▸ **Exercise description**
Print all of the records. Exclude the images.

▸ **Data under study**
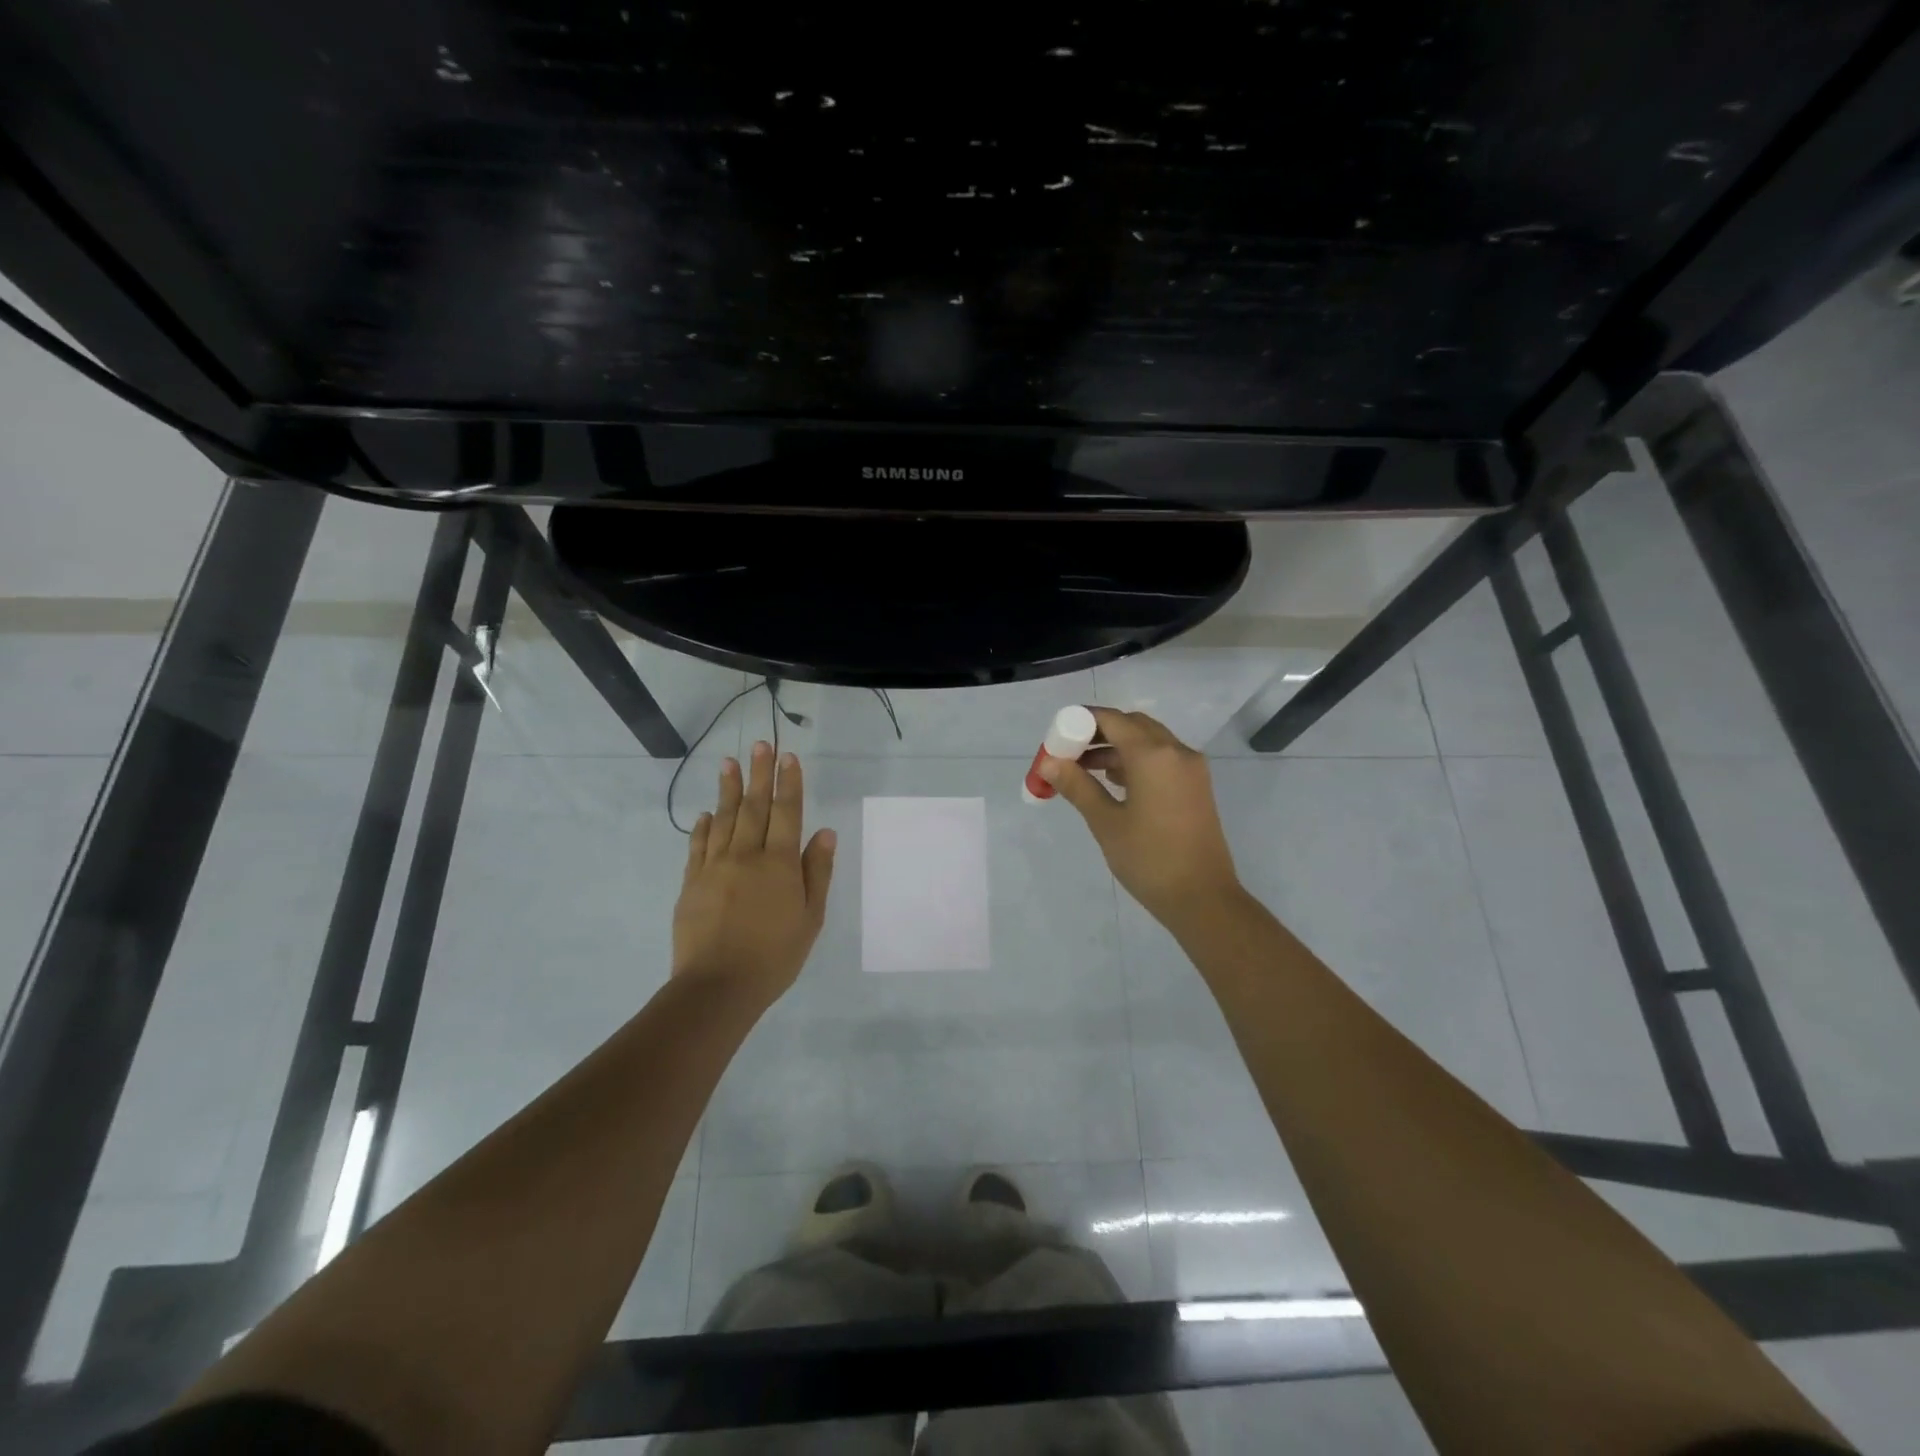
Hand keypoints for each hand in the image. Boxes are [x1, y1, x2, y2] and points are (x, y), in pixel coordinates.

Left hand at [673, 741, 836, 1003]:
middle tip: (760, 744)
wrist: (718, 987)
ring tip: (728, 762)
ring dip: (727, 789)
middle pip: (753, 806)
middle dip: (758, 773)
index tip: (788, 757)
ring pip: (723, 819)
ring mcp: (715, 867)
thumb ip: (816, 873)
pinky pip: (698, 845)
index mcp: (779, 864)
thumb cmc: (774, 956)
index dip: (788, 783)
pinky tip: (706, 813)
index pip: (786, 813)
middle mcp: (746, 856)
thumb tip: (824, 833)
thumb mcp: (810, 919)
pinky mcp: (692, 882)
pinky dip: (703, 826)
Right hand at [1039, 707, 1244, 933]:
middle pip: (1132, 725)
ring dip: (1116, 747)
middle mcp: (1177, 752)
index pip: (1112, 720)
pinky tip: (1113, 782)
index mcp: (1153, 755)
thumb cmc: (1149, 859)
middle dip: (1098, 732)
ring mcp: (1191, 768)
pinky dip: (1136, 760)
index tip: (1057, 736)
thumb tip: (1048, 763)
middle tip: (1068, 751)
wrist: (1203, 898)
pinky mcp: (1196, 786)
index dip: (1081, 721)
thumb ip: (1077, 786)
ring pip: (1148, 741)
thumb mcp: (1106, 822)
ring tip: (1082, 769)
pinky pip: (1162, 758)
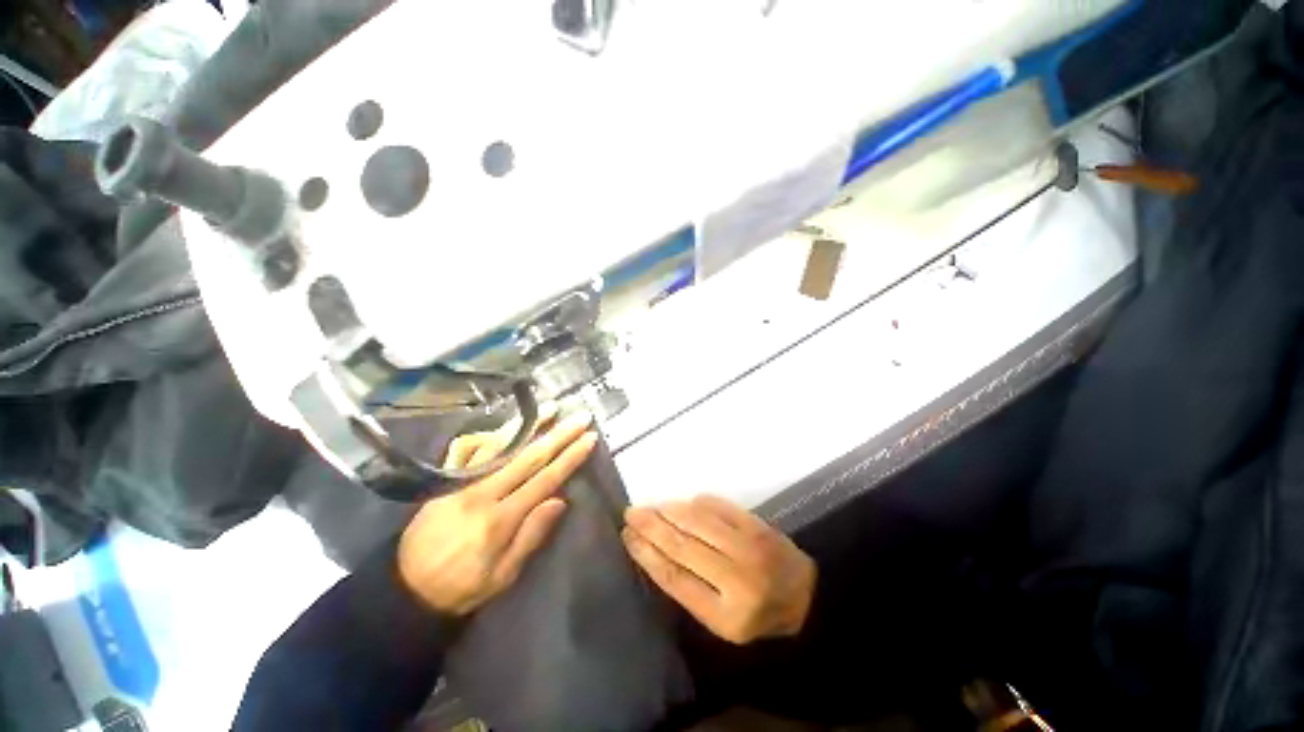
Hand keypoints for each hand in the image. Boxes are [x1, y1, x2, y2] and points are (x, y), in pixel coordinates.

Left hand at [398, 410, 597, 615]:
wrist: (405, 590)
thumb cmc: (462, 586)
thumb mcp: (503, 576)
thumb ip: (531, 536)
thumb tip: (561, 500)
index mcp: (500, 519)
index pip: (545, 479)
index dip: (570, 457)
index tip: (589, 438)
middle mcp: (482, 493)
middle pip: (528, 456)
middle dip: (558, 434)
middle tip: (579, 416)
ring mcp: (461, 482)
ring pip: (499, 445)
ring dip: (528, 425)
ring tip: (549, 408)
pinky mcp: (445, 480)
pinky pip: (465, 448)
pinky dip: (486, 435)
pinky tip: (504, 429)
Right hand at [622, 495, 816, 644]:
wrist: (806, 596)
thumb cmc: (758, 615)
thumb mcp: (722, 622)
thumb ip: (690, 590)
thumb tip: (657, 549)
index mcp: (725, 615)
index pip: (675, 578)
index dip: (647, 554)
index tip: (628, 536)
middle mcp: (737, 579)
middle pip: (682, 546)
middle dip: (651, 527)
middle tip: (631, 514)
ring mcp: (749, 547)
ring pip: (698, 522)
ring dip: (669, 511)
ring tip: (650, 507)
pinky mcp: (758, 525)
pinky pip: (719, 507)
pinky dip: (696, 503)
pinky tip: (681, 503)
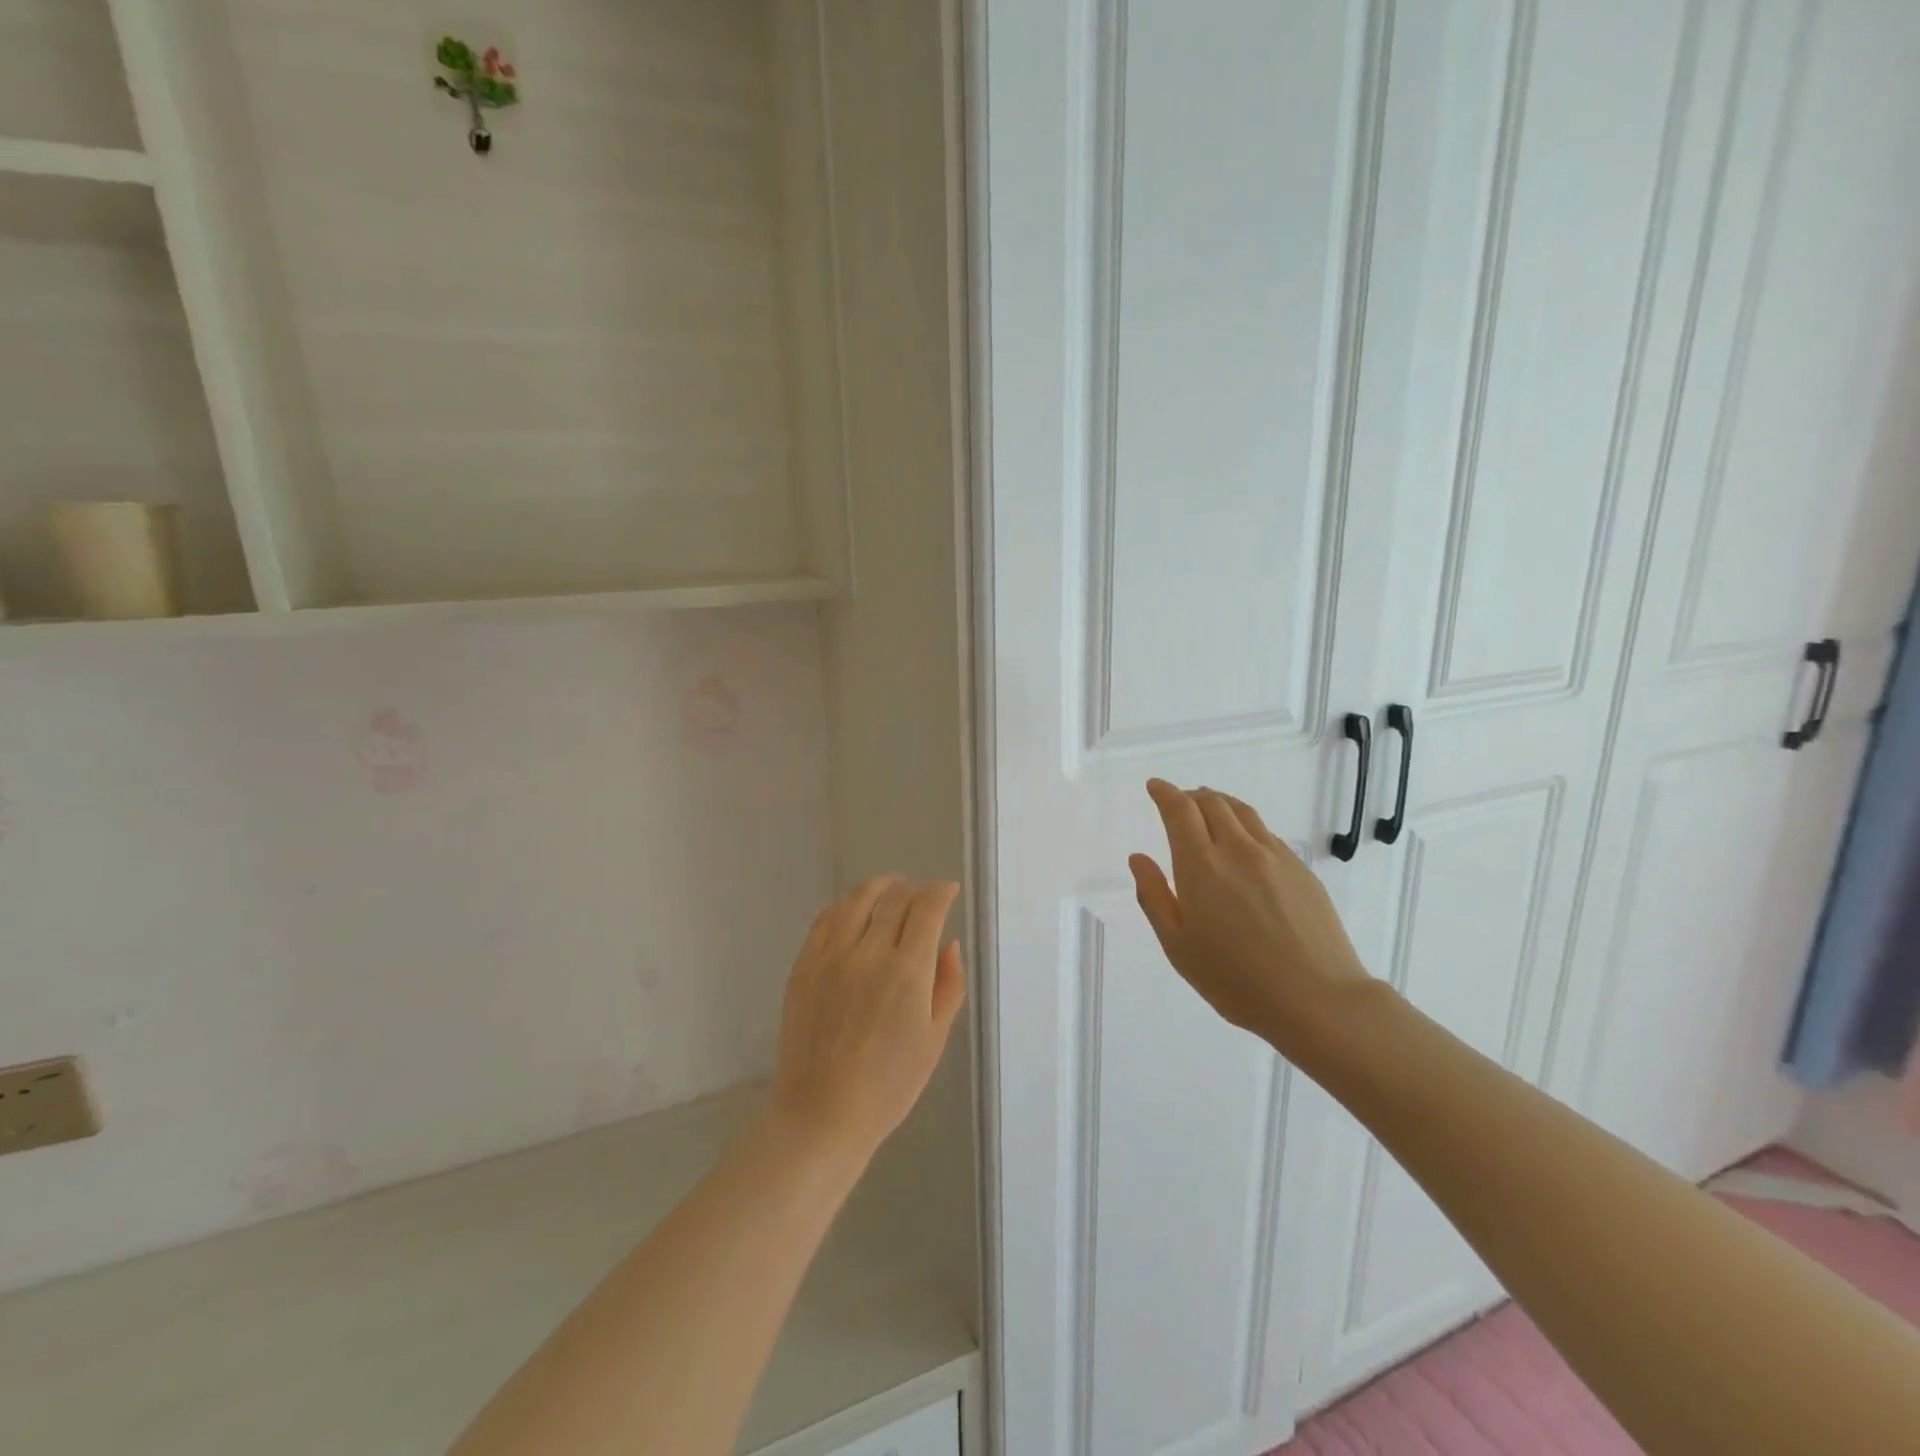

▸ **Task output**
Hand keypoints for each hand in the image. Boxes are [x1, y1, x2, y2] and points are (x, y), in pixel coordinates.

Left hand at [673, 741, 836, 1003]:
middle tip: (760, 744)
wrist: (718, 987)
ring tip: (728, 762)
ring dip: (727, 789)
middle pip: (753, 806)
middle dip: (758, 773)
index tip: (788, 757)
ring pip: (723, 819)
ring mcp: (715, 867)
thumb ip: (816, 873)
pinky pip: (698, 845)
index mcp: (779, 864)
thumb cmc: (774, 956)
index dip: (788, 783)
pinky tip: (706, 813)
index pip: (786, 813)
middle mcp: (746, 856)
thumb tip: (824, 833)
thumb mcp: (810, 919)
pinky mcp: (692, 882)
pinky dip: (703, 826)
Right hand at [1039, 707, 1244, 933]:
middle pip: (1132, 725)
ring dip: (1116, 747)
middle mcp: (1177, 752)
index pip: (1112, 720)
pinky tip: (1113, 782)
index mcp: (1153, 755)
thumb cmc: (1149, 859)
middle dip: (1098, 732)
ring mcp: (1191, 768)
pinky dip: (1136, 760)
index tip: (1057, 736)
thumb tip: (1048, 763)
middle tip: (1068, 751)
wrist: (1203, 898)
pinky mcp: (1196, 786)
index dip: (1081, 721)
thumb ip: (1077, 786)
ring pip: (1148, 741)
thumb mcp: (1106, 822)
ring tip: (1082, 769)
pinky pip: (1162, 758)
Hand keypoints for each hand in the image. Boxes are [x1, y1, x2, y2] and points are (x, y), in pixel coordinates.

Left hand at [398, 410, 597, 615]:
wrist: (405, 590)
thumb cmc: (462, 586)
thumb mcp: (503, 576)
thumb ip: (531, 536)
thumb tip: (561, 500)
index mcp: (500, 519)
index pip: (545, 479)
index dip: (570, 457)
index tip: (589, 438)
middle mcp: (482, 493)
middle pip: (528, 456)
middle dip: (558, 434)
middle tip: (579, 416)
ring mcp: (461, 482)
ring pip: (499, 445)
ring dip: (528, 425)
ring tip: (549, 408)
pinky mcp: (445, 480)
pinky pip: (465, 448)
pinky dip: (486, 435)
pinky tip: (504, 429)
Right hand at [622, 495, 816, 644]:
wrist: (806, 596)
thumb cmc: (758, 615)
thumb mcp: (722, 622)
thumb ip: (690, 590)
thumb tip: (657, 549)
index mcp: (725, 615)
index pip: (675, 578)
index dip: (647, 554)
index tip: (628, 536)
middle mcp: (737, 579)
middle pip: (682, 546)
middle dip: (651, 527)
middle tip: (631, 514)
ring mcp: (749, 547)
ring pip: (698, 522)
ring dip: (669, 511)
ring tip: (650, 507)
pinky mcp: (758, 525)
pinky pip: (719, 507)
pinky dip: (696, 503)
pinky tip: (681, 503)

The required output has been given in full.